AIM OF THE TASK:
Only lines containing the word "Morley" belong in the answer; copy each one from the records.

Stored items from a collection

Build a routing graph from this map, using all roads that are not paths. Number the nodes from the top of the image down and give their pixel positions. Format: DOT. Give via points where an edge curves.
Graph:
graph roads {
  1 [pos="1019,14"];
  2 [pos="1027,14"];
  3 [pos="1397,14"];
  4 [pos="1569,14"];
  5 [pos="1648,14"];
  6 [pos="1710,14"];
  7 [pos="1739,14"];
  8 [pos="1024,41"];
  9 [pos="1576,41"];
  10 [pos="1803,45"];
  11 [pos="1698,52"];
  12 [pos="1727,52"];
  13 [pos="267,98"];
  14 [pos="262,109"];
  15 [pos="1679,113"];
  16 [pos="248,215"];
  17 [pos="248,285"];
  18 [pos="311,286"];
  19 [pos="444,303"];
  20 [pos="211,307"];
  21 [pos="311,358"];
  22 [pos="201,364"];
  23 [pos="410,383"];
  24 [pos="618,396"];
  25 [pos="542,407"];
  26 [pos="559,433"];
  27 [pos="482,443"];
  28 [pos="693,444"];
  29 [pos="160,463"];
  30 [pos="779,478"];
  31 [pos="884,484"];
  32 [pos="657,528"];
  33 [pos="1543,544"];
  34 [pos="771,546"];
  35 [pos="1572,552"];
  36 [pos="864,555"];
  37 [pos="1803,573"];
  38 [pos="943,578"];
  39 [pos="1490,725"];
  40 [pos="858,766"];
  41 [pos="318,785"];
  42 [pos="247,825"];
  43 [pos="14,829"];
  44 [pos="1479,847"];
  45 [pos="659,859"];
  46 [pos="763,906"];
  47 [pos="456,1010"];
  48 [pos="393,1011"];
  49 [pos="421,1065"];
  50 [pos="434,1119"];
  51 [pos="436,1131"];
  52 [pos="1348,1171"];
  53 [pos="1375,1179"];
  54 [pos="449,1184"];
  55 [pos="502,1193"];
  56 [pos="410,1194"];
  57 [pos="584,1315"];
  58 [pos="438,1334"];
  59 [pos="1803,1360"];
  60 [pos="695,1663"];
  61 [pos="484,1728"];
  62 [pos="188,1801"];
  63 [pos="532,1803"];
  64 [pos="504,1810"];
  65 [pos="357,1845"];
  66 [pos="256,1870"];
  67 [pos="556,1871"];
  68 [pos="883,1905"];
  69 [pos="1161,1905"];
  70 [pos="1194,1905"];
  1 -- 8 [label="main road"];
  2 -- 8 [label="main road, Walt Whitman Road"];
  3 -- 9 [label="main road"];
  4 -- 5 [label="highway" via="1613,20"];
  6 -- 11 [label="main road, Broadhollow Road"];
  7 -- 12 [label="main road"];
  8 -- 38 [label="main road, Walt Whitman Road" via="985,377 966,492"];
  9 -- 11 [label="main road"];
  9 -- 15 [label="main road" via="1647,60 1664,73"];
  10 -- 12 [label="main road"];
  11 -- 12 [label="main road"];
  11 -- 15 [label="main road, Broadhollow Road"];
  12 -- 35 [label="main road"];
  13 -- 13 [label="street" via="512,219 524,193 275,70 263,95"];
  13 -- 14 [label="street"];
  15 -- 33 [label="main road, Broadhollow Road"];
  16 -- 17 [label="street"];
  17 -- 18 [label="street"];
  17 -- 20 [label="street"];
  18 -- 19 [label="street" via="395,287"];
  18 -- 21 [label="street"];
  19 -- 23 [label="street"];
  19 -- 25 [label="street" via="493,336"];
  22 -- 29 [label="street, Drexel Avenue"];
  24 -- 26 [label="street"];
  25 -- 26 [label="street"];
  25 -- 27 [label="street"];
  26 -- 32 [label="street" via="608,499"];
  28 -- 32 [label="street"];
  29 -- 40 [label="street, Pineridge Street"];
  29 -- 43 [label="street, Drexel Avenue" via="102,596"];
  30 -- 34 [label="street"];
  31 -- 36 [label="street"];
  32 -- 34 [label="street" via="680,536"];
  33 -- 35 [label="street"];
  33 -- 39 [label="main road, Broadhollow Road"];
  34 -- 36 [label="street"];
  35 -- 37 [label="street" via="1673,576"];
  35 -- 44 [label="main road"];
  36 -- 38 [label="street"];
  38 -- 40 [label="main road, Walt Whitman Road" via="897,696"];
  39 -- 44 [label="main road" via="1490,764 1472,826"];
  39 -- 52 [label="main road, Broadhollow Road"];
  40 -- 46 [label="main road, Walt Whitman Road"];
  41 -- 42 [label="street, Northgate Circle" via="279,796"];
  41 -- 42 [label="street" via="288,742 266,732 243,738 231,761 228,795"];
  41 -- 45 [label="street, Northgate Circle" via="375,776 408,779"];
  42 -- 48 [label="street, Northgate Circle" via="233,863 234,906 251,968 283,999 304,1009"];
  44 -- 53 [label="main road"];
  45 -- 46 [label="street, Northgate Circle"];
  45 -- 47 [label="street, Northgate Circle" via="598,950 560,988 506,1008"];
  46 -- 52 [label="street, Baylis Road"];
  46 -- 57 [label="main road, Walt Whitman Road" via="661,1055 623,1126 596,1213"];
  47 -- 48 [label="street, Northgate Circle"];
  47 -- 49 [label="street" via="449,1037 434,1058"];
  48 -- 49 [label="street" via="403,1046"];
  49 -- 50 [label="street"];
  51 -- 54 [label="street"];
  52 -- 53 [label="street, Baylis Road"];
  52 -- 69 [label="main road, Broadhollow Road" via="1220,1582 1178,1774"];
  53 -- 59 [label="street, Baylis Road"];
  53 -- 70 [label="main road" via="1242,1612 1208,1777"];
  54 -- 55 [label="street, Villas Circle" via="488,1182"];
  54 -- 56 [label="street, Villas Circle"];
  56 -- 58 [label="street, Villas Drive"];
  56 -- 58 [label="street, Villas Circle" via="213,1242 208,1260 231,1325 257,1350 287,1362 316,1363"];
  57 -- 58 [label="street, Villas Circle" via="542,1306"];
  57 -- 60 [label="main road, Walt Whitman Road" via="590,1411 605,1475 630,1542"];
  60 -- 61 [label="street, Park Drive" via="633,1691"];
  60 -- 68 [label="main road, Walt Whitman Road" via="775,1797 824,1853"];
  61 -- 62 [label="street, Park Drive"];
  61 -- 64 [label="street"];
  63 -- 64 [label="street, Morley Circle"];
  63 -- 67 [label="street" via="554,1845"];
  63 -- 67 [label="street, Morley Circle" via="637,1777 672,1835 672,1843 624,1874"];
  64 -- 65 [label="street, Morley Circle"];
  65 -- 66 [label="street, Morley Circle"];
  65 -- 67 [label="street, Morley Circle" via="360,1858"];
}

COMPLETED TASK:
  63 -- 64 [label="street, Morley Circle"];
  63 -- 67 [label="street, Morley Circle" via="637,1777 672,1835 672,1843 624,1874"];
  64 -- 65 [label="street, Morley Circle"];
  65 -- 66 [label="street, Morley Circle"];
  65 -- 67 [label="street, Morley Circle" via="360,1858"];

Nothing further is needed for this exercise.